Ike Yard
1980-82 Collected
Acute
2006
C
ke Yard emerged from the post-no wave sprawl of early 80s New York fired up on the ideas of English Factory Records post-punk and German krautrock and neue deutsche welle. They were even successful enough at adding their own spin to these foreign ideas that the two records released during their lifespan were on key European independent labels of the time, the Belgian Disques du Crepuscle and the short lived Factory America (an attempt to replicate the UK label’s success in Ike Yard’s New York backyard (in characteristic Factory manner, Ike Yard were the label’s first vinyl release but got the second catalogue number, the first going to a New Order concert.)).
The groups earliest tracks, which became their Disques du Crepuscle EP Night After Night occupy the same psychogeographic space as early Sonic Youth; this is city music by a band that can only imagine, in the words of guitarist Michael Diekmann, “a harder, grimmer version of the future.” It’s ‘verbed out snare cracks, funkless revolving door basslines, and cockroach guitar chitter. Even the vocals sound like subway hobo versions of Lee Renaldo’s ‘beat’ blather and, dispiritingly, throughout the whole of the CD seem to be present due to obligation rather than inspiration. Not a song here wouldn’t be better instrumental.

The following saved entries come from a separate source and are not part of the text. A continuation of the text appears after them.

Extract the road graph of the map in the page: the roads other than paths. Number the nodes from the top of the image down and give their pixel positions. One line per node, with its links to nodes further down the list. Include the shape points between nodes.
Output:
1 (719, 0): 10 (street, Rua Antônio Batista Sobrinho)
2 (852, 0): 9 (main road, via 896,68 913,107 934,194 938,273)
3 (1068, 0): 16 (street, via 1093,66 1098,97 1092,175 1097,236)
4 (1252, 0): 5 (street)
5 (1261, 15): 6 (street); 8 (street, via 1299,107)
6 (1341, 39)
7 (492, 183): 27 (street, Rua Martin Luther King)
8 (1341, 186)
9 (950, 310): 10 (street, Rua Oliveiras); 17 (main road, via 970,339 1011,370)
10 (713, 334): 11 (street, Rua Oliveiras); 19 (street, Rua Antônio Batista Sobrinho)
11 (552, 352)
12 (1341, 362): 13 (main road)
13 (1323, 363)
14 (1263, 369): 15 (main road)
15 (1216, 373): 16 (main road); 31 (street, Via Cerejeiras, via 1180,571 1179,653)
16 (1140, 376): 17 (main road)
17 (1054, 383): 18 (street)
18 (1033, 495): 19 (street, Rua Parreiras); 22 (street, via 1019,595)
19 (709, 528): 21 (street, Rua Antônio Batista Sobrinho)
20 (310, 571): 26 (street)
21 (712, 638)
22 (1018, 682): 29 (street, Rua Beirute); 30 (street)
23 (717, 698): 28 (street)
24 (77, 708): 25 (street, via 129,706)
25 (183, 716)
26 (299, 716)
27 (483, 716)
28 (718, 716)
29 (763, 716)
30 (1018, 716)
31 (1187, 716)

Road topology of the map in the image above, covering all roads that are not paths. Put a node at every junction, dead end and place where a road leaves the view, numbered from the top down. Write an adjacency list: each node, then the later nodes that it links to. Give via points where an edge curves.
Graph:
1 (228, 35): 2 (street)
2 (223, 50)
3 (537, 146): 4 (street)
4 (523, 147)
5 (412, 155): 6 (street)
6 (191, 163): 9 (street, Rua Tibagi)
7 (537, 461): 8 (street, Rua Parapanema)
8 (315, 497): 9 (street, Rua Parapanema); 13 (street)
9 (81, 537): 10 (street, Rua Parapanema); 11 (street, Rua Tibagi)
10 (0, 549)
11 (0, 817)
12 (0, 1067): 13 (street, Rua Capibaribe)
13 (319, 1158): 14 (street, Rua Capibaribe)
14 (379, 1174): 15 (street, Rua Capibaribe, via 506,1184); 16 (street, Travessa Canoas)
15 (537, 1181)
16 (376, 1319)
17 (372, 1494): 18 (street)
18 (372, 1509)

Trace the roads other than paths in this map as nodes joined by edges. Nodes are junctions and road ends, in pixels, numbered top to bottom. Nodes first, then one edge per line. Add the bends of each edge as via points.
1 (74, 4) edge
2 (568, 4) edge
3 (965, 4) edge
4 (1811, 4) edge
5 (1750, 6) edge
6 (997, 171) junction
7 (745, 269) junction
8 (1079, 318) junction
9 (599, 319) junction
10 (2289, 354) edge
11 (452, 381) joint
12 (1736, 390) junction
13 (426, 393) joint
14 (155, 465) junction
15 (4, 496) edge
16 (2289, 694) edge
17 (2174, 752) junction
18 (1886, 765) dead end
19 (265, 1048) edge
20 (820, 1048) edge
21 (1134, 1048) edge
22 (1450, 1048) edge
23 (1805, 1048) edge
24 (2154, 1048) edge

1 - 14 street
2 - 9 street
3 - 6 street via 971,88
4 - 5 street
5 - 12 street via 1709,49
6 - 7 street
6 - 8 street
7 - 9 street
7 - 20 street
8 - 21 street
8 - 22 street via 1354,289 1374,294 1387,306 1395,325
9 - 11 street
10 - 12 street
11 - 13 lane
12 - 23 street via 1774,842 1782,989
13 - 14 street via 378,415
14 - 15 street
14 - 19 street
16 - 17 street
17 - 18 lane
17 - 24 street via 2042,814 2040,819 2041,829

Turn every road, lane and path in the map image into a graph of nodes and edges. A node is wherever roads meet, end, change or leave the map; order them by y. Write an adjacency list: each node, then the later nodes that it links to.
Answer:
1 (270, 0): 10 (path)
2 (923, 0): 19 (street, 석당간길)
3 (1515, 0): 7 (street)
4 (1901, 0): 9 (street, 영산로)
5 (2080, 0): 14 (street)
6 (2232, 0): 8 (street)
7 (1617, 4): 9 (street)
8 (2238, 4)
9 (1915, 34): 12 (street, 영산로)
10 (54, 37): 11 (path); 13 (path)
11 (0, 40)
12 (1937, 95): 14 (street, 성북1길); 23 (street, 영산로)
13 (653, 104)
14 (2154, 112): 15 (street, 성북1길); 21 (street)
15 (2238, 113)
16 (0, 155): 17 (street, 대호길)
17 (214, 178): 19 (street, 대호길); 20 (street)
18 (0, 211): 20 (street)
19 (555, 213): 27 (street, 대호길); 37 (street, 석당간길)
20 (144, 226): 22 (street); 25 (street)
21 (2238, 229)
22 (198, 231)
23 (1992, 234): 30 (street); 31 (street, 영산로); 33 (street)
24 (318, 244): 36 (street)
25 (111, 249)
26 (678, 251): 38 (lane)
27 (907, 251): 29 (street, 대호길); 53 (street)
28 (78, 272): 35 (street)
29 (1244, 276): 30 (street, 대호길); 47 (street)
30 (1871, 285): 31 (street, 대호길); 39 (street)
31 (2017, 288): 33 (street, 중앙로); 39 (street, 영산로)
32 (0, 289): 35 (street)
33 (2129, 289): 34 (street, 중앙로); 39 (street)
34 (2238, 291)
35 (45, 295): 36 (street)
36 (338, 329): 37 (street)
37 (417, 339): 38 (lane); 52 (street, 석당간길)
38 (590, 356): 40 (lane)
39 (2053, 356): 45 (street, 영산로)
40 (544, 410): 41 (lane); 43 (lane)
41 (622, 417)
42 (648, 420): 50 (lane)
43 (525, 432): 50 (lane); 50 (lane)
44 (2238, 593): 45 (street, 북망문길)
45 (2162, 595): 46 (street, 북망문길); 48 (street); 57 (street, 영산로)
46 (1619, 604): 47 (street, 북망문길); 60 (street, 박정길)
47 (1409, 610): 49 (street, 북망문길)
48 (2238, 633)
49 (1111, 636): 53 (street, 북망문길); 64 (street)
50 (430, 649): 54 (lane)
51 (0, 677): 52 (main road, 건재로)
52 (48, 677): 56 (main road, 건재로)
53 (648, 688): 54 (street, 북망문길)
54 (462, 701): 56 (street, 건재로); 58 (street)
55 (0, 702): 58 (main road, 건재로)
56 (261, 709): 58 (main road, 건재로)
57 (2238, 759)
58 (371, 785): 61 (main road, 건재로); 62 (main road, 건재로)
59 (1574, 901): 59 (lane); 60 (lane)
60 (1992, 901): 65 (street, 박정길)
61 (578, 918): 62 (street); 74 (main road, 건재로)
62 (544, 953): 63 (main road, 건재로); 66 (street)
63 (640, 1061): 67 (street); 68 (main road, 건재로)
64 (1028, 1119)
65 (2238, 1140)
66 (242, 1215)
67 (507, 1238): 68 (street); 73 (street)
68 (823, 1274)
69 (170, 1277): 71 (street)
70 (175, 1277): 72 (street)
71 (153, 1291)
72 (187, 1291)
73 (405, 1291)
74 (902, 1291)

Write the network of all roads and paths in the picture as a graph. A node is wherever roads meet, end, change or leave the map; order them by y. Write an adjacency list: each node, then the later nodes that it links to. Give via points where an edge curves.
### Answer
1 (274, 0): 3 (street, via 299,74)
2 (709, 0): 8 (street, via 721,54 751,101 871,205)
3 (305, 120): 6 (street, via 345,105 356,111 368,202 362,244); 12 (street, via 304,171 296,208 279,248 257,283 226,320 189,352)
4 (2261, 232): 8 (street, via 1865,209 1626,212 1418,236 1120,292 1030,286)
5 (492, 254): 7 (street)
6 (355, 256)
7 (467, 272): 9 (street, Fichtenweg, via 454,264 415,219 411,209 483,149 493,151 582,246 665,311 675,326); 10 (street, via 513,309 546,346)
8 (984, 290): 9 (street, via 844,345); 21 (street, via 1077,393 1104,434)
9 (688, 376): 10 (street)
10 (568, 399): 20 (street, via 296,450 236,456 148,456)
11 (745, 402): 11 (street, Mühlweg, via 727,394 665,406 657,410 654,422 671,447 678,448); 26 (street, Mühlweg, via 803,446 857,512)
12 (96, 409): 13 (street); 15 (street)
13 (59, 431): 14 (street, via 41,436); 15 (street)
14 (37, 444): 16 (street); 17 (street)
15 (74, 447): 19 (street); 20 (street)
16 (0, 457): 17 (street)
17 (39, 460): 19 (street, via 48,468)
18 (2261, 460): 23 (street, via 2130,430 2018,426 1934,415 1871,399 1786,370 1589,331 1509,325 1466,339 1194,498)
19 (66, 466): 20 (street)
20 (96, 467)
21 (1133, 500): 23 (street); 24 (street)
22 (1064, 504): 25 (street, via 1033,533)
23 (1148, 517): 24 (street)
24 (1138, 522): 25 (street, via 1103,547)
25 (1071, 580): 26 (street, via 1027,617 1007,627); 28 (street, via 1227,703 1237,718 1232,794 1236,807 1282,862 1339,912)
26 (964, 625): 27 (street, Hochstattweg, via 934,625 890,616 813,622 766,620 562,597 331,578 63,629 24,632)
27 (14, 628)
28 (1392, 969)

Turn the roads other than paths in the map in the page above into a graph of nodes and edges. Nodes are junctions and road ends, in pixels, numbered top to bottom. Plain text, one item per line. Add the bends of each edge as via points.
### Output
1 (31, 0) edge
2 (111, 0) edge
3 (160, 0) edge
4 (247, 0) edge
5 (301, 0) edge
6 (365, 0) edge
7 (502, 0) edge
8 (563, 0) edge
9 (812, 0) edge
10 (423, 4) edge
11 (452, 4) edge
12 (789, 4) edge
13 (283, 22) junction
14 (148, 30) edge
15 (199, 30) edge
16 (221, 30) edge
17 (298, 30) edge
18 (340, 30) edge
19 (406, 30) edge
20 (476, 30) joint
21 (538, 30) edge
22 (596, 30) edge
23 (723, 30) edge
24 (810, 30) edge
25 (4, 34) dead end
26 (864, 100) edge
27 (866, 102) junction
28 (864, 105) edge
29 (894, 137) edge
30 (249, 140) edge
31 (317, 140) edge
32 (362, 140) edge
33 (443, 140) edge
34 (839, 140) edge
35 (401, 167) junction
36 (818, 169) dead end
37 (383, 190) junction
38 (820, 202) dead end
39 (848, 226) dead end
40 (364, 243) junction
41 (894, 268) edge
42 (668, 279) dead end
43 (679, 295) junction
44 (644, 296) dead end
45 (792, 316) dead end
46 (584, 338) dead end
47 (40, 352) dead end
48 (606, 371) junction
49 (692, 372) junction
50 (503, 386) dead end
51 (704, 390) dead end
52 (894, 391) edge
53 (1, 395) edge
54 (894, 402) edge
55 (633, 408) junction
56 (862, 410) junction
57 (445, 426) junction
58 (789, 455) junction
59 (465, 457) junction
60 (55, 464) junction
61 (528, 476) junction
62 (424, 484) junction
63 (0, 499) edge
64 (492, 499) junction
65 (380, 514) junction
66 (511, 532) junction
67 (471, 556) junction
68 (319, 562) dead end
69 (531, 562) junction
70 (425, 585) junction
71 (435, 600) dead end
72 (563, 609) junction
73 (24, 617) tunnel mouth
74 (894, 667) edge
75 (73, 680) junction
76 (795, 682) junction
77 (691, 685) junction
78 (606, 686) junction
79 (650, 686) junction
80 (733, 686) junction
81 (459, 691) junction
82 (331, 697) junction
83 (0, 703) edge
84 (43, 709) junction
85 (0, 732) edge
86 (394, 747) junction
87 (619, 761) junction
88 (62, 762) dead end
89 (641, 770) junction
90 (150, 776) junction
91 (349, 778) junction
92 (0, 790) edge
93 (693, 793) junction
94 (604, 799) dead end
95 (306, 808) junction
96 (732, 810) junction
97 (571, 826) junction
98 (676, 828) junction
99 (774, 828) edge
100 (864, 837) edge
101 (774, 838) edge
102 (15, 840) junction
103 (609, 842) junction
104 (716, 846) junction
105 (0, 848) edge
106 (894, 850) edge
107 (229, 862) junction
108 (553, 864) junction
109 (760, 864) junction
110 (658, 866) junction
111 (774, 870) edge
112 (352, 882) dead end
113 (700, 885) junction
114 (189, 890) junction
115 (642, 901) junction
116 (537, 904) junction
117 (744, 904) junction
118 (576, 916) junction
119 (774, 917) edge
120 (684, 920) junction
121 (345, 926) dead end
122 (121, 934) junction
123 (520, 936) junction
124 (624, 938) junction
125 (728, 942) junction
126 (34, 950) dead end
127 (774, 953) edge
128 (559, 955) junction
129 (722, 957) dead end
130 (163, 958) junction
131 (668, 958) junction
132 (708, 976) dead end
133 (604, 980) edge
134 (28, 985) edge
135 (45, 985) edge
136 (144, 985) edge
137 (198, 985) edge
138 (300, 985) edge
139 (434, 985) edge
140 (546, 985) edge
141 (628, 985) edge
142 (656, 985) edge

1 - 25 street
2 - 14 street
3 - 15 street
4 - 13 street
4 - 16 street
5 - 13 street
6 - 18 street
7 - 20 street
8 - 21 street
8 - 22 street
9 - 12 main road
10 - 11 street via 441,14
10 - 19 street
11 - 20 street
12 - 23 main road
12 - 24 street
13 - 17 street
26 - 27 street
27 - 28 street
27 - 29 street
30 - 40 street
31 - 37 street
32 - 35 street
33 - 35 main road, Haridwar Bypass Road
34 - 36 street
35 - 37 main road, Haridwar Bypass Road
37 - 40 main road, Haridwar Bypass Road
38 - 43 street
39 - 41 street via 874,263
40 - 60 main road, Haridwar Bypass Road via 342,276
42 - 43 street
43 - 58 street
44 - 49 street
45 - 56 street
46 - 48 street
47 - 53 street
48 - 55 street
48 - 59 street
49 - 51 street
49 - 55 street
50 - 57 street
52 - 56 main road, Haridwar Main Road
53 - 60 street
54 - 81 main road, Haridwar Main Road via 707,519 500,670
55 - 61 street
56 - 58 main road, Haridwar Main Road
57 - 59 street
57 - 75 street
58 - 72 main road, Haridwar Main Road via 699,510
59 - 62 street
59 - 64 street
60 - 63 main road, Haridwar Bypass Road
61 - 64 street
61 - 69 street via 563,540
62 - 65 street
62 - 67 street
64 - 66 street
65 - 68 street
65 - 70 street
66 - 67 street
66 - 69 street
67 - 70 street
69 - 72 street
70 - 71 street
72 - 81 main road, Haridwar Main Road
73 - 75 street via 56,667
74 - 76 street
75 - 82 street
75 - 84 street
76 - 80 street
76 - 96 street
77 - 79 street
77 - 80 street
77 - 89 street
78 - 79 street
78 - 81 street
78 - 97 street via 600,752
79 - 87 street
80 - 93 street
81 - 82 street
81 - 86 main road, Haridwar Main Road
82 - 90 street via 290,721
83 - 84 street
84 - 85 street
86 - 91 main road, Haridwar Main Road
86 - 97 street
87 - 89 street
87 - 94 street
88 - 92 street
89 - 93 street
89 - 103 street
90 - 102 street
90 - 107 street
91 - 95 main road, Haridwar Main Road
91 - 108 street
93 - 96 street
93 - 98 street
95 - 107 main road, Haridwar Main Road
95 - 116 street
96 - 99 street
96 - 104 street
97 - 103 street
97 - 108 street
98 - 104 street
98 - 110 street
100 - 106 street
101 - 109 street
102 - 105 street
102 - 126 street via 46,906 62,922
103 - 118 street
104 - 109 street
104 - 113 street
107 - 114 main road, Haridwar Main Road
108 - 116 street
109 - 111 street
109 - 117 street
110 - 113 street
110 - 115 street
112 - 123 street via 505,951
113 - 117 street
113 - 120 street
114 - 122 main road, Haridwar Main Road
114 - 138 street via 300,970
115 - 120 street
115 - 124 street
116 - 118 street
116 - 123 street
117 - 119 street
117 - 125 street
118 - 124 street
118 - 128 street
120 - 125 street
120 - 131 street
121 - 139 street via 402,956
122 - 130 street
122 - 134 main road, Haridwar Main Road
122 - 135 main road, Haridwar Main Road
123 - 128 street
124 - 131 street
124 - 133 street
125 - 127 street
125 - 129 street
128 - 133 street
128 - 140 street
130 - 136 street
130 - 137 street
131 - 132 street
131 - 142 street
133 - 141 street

The tracks from their Factory LP A Fact a Second evidence increasing use of synthesisers, analogue sequencers, and machine rhythm to contrast with the treated real drums, but the results are always stiff and slightly studio frozen—never quite noisy enough, never quite propulsive enough, never quite focused enough. At times—in stray moments and fragments—the rejection of pleasure can sound invigorating, but this is a seventy-nine minute CD. The constant monochrome, the unchanging sound palette (where’s the high end?), sounds like a failure of nerve and imagination, a fear of communication beyond its most basic.
Compared to their Transatlantic peers—Cabaret Voltaire, D.A.F., Joy Division—Ike Yard come off badly. They’re a band with an exceptional sense of space, of slapback echoed alleys and speeding taxis, but with no pop nous whatsoever—something that post-Ike Yard projects Death Comet Crew and Dominatrix would have in spades. A band that gestured toward something great, but never quite reached it.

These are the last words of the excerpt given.